ON AVERAGE, fertiliser accounts for 38% of cereal variable costs and on mixed grass leys the figure is over double that. Shaving even a small amount off those costs is therefore a worthwhile exercise.
An even spread pattern is the key to making the most of fertiliser inputs. Variation across the working width of disc spreaders is often the cause of striping in crops. But stripes only appear when variation rises above 20%. Below this there is no visible effect but the financial implications can be significant.
We provide a guide to help avoid the losses caused by inaccurate fertiliser application – it should take about three hours to complete.
1. general condition
First of all check over the general condition of the machine. Any debris in the hopper or wrapped around the agitators should be removed. What is the condition of the discs and vanes?
2. level and height
It is very important to make sure that the spreader rides level and at the correct height. This Amazone ZA-M should run 80cm above the growing plants – this may alter as the crop matures. Adjust the top-link so that it is level fore/aft – some manufacturers may recommend a slight angle.
Then stand back from the tractor and by adjusting the link-arms try to ensure that the hopper is parallel with the cab roof.
Next check the vanes. When applying fertiliser to young crops the tips should be level and angled upwards for top-dressing late in the season. Assess the vanes for wear. Heavy pitting leads to an uneven spread pattern.
4. application rate
Set the application rate. The manufacturer’s instruction manual will provide a range of hopper aperture settings to achieve the desired rate. For example, where 198kg/ha is to be spread at 10km/hr the aperture should be set to open to 35 on the ZA-M”s adjustment scale.
5. rate check
Check the rate – do a bucket flow test. Remove a disc and hang a bucket underneath the hopper aperture. Next check the instruction book or work out the area that would be covered travelling at the desired speed in 15secs or 20secs. Remember to halve this as you are only collecting from one hopper outlet.
Here, running at 10km/hr for 15secs covering half of a 24m bout, we would cover 0.05ha. Multiply the desired rate by this area to find how much material should run out of the hopper – eg 198kg/ha x 0.05ha = 9.9kg.
With the spreader running at the required pto speed open the slider and allow fertiliser to run out for the required time. Weigh the amount collected – remembering to deduct the bucket’s weight – and compare with the desired amount.

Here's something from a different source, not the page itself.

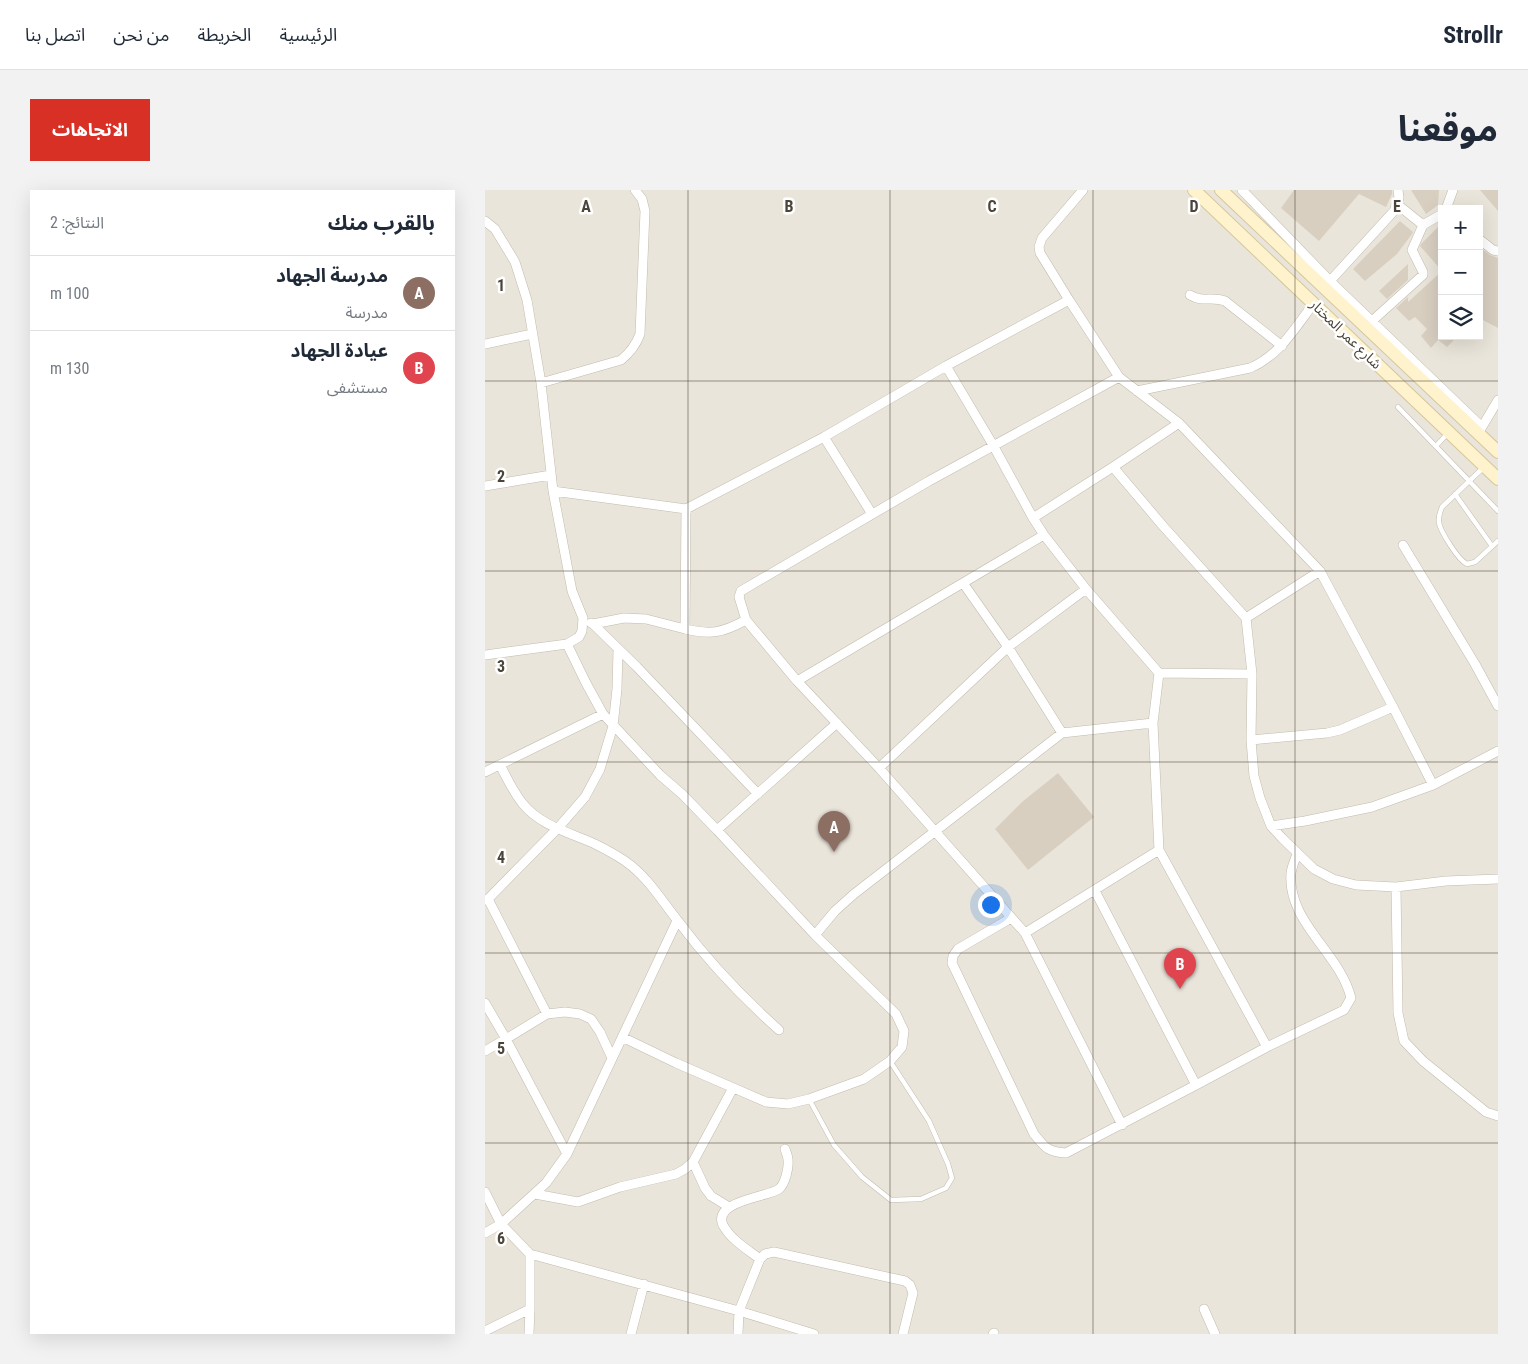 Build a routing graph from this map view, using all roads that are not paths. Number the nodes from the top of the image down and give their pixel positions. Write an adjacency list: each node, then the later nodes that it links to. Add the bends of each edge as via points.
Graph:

Adjust the hopper aperture and retest until the correct figure is reached. Repeat this process for the other disc feed.
6. working width
Set the working width. The settings alter depending on the material to be applied. The manufacturer”s instruction manual will show the required settings for various different types of product. Position the vanes at the correct angle marked by a scale on the disc. Long and short vanes will have different settings.
7. tray test
Check the spread pattern. There are a number of ways to conduct this but, put simply, lay a row of trays out to catch fertiliser as the spreader passes over them. Collecting the material then gives an indication of a machine”s spread pattern. With the Amazone ZA-M set to spread across 24m we laid out trays across a 24m width, leaving a gap at each end for the tractor to pass through.
The tractor then runs up one side and back in the opposite direction at the other end. Although this means that we can only assess one side of each pass at a time, the trays represent the area between each tramline.
The reason for doing it this way is that most twin-disc spreaders actually spread material across double their actual working width, ie a 24m spreader covers 48m in one pass. But because the spread of material diminishes across the working width, the overlap from the next bout is used to ensure an even spread pattern. So by running up and back the full spread width is replicated.
The 50cm x 50cm boxes are then collected and their contents poured into tubes. Held in a rack and collected in the correct order, these represent the spread pattern to show any unevenness.
Where too much material collects towards the outside of the spread width, adjust the longer vane on the disc. If fertiliser is concentrated closer to the tractor’s wheelings, it is probably the shorter vane that requires tweaking. This is the case for the Amazone ZA-M machine used here – it is worth checking individual manufacturer’s settings.
Don’t forget to check border spreading devices to avoid spinning fertiliser into hedges and ditches.